--- Input data ---
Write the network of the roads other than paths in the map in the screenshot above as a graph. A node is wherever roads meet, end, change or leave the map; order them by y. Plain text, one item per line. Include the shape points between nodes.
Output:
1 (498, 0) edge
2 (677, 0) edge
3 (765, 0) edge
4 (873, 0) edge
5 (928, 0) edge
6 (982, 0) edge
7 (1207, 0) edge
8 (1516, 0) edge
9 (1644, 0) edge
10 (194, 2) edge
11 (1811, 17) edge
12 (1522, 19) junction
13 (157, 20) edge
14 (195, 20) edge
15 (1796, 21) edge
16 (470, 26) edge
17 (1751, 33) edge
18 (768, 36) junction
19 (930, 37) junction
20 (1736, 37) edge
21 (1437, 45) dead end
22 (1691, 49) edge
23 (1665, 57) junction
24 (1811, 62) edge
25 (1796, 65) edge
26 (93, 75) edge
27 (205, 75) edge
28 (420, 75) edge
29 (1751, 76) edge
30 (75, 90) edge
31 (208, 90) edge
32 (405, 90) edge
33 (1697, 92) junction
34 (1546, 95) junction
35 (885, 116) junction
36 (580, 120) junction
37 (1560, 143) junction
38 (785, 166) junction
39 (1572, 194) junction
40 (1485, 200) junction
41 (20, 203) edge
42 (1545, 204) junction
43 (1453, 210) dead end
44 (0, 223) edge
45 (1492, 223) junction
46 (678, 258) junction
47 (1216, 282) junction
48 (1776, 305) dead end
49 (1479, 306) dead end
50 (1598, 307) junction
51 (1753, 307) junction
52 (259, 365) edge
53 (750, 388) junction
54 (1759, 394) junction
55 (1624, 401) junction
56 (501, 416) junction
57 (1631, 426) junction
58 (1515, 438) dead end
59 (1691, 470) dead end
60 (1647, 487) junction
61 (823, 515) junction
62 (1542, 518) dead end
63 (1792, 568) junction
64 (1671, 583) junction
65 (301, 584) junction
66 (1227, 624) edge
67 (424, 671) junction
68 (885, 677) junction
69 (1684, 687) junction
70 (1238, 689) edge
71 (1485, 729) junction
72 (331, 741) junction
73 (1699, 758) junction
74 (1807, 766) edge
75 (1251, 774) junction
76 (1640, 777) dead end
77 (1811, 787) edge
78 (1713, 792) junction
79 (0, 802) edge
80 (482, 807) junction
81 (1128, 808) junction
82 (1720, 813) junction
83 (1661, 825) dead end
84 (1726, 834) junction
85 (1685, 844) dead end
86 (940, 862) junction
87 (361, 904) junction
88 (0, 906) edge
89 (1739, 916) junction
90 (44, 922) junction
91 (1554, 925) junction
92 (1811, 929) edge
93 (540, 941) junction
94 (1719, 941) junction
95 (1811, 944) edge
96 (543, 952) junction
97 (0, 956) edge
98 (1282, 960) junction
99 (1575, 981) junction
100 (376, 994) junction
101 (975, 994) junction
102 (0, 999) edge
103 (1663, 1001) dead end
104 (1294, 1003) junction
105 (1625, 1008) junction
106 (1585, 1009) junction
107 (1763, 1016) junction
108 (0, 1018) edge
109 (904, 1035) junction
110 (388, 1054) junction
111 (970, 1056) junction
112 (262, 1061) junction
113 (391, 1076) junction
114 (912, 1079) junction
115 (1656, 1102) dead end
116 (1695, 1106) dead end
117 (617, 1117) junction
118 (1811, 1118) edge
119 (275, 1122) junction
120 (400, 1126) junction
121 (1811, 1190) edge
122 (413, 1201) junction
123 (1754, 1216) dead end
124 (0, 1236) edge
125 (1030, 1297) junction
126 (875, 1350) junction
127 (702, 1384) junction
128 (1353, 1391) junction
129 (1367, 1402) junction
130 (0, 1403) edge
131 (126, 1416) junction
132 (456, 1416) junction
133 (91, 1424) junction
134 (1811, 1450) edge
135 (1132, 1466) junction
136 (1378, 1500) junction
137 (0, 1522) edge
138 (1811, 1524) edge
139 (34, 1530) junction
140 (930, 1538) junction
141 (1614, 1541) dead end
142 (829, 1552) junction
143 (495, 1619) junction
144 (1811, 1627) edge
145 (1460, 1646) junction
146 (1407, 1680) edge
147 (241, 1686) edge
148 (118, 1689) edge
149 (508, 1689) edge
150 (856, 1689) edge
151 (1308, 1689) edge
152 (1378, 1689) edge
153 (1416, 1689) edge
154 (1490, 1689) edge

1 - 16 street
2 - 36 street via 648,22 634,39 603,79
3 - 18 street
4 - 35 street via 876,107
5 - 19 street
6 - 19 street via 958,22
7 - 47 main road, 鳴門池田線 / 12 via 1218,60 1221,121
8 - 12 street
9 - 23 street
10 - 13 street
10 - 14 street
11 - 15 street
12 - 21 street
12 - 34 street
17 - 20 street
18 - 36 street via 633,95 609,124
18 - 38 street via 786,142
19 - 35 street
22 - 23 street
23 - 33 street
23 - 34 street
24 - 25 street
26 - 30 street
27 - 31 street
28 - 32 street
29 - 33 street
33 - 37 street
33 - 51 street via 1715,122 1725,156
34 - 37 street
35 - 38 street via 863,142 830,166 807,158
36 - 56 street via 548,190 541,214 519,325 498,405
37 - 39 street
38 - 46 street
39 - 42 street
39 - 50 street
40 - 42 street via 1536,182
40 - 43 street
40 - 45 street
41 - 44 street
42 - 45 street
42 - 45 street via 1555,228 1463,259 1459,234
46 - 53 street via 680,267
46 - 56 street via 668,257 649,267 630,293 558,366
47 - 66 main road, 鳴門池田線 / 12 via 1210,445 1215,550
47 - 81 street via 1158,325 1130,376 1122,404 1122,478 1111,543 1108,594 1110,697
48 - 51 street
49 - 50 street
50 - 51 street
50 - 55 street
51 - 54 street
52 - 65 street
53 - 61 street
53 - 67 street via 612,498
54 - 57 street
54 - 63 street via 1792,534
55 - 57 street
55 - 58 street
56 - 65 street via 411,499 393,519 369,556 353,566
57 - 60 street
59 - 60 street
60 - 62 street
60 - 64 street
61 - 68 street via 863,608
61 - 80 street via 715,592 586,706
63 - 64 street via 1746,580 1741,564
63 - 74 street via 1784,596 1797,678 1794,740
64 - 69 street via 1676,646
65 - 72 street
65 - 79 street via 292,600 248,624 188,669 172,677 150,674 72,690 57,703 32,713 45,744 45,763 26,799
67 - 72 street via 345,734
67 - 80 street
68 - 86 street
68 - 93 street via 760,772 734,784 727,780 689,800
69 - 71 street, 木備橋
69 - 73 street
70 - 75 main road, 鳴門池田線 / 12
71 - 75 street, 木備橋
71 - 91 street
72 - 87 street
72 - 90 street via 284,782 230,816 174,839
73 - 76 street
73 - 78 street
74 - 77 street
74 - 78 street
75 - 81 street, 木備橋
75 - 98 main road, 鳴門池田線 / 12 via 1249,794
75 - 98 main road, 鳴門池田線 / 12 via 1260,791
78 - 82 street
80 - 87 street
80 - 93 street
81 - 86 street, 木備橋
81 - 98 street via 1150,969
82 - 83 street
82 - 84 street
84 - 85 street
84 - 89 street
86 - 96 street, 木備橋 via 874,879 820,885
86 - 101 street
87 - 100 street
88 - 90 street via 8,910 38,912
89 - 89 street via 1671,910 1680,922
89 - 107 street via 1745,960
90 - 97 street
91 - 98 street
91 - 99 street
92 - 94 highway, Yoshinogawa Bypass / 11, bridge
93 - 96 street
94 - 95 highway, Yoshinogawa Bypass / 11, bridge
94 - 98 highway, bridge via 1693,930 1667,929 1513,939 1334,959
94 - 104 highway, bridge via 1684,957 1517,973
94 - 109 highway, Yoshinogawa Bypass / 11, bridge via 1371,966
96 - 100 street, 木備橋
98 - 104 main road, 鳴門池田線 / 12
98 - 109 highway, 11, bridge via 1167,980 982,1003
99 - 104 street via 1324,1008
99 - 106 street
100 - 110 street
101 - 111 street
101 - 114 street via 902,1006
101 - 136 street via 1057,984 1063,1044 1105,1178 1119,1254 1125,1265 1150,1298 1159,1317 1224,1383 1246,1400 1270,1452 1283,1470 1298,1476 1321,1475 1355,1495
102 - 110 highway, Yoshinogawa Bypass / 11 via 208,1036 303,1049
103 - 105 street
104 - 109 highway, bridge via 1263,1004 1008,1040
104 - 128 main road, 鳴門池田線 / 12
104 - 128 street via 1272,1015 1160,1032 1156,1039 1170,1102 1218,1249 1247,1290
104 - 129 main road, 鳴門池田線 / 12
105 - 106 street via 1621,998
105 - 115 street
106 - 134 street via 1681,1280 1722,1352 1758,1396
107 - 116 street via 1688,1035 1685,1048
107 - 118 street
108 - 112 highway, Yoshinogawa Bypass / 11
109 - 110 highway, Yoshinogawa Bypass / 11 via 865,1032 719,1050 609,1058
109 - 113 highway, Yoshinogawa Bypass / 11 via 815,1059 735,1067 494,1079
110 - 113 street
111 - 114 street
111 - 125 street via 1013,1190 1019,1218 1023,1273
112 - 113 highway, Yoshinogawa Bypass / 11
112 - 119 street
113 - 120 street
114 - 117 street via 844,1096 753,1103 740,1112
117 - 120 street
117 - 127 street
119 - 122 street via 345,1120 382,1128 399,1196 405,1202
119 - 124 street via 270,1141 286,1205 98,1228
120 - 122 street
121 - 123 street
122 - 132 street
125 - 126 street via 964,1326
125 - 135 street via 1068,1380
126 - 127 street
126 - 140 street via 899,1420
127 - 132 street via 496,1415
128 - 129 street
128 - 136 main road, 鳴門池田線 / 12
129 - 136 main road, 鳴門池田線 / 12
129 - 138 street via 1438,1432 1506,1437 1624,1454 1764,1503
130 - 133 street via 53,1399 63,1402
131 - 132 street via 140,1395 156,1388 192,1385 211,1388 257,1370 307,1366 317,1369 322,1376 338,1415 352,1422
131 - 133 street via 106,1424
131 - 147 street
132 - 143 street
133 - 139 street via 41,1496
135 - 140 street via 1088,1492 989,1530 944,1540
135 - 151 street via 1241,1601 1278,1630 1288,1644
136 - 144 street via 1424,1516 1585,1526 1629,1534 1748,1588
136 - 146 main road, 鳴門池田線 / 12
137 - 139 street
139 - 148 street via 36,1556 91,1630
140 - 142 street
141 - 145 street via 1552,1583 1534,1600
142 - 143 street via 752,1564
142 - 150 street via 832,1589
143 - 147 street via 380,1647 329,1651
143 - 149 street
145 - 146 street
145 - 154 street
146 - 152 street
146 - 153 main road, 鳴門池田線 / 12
---
• _Task details_: If a line in the data contains the string "highway", copy it.

• _Exercise answer_:
92 - 94 highway, Yoshinogawa Bypass / 11, bridge
94 - 95 highway, Yoshinogawa Bypass / 11, bridge
94 - 98 highway, bridge via 1693,930 1667,929 1513,939 1334,959
94 - 104 highway, bridge via 1684,957 1517,973
94 - 109 highway, Yoshinogawa Bypass / 11, bridge via 1371,966
98 - 109 highway, 11, bridge via 1167,980 982,1003
102 - 110 highway, Yoshinogawa Bypass / 11 via 208,1036 303,1049
104 - 109 highway, bridge via 1263,1004 1008,1040
108 - 112 highway, Yoshinogawa Bypass / 11
109 - 110 highway, Yoshinogawa Bypass / 11 via 865,1032 719,1050 609,1058
109 - 113 highway, Yoshinogawa Bypass / 11 via 815,1059 735,1067 494,1079
112 - 113 highway, Yoshinogawa Bypass / 11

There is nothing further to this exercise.